Saturday 13 October 2018

The Commuter


Jaume Collet-Serra, 2018, France-USA


Poor Liam Neeson: he can’t even get on a train without having to punch his way out.

Jaume Collet-Serra starts vividly enough by rendering Liam’s morning routine in jump-cuts that vary time and moods to give a summary of the everdayness of this family man/insurance salesman/ex-cop (that should come in handy). But Collet-Serra films always have dashes of playfulness such as this temporal trick amidst genre obviousness. At best, this keep things alert and entertaining; elsewhere it means a simple shot down train carriages has to be a trick shot and that it all peaks in a hilariously ridiculous and overblown CGI train crash. But this opening does play on the fact that, despite how big and efficient in a fight he is, there is a vulnerable quality to Neeson, something unassuming that allows him to be relatable and the ridiculous scenarios to spin from an overwhelmed centre.

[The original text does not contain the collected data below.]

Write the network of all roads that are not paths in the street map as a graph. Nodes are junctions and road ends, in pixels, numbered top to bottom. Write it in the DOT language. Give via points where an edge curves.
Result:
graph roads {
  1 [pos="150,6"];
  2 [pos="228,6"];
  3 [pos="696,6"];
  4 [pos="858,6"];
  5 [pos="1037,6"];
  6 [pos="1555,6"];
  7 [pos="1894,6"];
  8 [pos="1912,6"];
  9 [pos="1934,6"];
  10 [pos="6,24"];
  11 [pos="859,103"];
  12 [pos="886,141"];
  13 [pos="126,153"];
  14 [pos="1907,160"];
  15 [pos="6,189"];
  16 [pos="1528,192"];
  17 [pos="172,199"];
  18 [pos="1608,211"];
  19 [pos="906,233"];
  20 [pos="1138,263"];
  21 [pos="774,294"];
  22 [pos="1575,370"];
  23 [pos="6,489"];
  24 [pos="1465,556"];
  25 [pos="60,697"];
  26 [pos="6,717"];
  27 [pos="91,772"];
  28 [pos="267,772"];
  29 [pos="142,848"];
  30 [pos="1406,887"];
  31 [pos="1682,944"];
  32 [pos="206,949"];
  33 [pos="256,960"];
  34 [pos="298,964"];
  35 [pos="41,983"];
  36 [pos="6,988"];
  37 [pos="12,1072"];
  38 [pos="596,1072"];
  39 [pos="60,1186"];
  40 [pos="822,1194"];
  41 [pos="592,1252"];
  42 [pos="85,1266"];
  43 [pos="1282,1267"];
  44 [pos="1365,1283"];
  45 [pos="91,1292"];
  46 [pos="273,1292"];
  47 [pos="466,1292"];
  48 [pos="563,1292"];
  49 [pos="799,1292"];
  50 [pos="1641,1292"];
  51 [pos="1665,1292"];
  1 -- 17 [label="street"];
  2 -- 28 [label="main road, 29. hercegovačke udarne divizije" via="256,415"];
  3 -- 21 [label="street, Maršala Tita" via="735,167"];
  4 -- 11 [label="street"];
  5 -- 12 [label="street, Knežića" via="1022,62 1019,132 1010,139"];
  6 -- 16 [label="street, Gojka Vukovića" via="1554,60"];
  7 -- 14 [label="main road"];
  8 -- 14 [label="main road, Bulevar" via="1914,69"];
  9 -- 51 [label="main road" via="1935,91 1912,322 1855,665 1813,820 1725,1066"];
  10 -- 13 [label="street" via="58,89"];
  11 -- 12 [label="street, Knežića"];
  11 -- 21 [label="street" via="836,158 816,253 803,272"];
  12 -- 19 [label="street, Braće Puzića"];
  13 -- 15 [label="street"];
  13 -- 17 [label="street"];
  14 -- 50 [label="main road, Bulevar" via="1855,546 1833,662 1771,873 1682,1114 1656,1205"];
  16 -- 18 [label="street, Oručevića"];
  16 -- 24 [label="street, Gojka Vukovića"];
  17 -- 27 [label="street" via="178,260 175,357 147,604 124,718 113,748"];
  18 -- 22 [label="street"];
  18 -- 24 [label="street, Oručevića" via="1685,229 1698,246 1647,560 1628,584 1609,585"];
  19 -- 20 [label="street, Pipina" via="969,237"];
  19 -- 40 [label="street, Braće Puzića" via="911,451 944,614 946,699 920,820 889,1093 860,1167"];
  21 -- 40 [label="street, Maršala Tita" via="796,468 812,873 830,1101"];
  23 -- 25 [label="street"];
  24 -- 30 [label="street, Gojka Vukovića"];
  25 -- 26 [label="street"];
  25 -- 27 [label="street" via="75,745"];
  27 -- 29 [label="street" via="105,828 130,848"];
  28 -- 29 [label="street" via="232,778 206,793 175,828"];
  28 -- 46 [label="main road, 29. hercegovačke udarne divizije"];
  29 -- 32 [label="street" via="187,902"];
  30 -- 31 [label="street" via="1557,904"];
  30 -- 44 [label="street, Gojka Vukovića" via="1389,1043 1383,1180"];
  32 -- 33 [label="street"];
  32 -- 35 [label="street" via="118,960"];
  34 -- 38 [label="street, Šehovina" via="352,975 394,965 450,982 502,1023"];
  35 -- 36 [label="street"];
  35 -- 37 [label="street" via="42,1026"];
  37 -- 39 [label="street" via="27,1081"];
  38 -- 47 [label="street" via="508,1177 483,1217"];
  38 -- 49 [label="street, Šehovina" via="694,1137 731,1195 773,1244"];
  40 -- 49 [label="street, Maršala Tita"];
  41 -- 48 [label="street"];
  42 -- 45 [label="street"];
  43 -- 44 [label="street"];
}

 So Liam is made redundant but doesn’t have the nerve to tell his wife, and on his way home on the train, Vera Farmiga approaches him. But she’s not looking for a nun (that’s a ‘Conjuring’ reference), but rather someone to complete a task she proposes: find someone that isn’t a regular commuter on the train, tag them with a GPS and walk away with the reward of $100,000. Yes, he’s in a high-concept scenario and it’s soon evident that he’s way in over his head with the malevolent and seemingly mysterious omnipotent manipulators not giving him an inch to get out of it. In fact, so seemingly all-powerful are these puppet-masters, killing people at will and seemingly having foot-soldiers all over the place, that one wonders why they don’t already know who this “Prin” is and why they’re taking so much trouble to frame Liam. But once it’s clear that all this will be solved by punchy action rather than mystery convention, airtight suspense logic isn’t really needed. It's like the good-clueness-man-in-peril Hitchcockian suspenser shoved into a Nineties actioner. 

Indeed, it’s not particularly good but it seems redundant to chastise a film for the very dumbness it’s very self-aware of and playing with. Even the train crash comes on like a kid bashing toys together.  But there’s a side of the film that seems to be trying for a more mature suspense-genre guessing game and tapping into contemporary paranoia that bigger powers and terrorists are all out to get you. But this paranoia is typically taken for granted as a truth in the genre. All it takes is one kick-ass guy to sort it out.

There are faces and names you’ll recognise but they really don’t have much time to mark themselves out; rather they add some semi-prestige as Liam punches his way into greater absurdity, through the implausible conspiracy theory that seems to refute itself as it goes along. You could probably shove this train through the plot holes. It’s the exact same trouble Liam had in ‘Non-Stop’* except, you know, on a train: if I was him, I’d avoid public transport and stay clear of mobile phones.

·         * For a review of ‘Non-Stop’, just change “train” for “plane” in this review.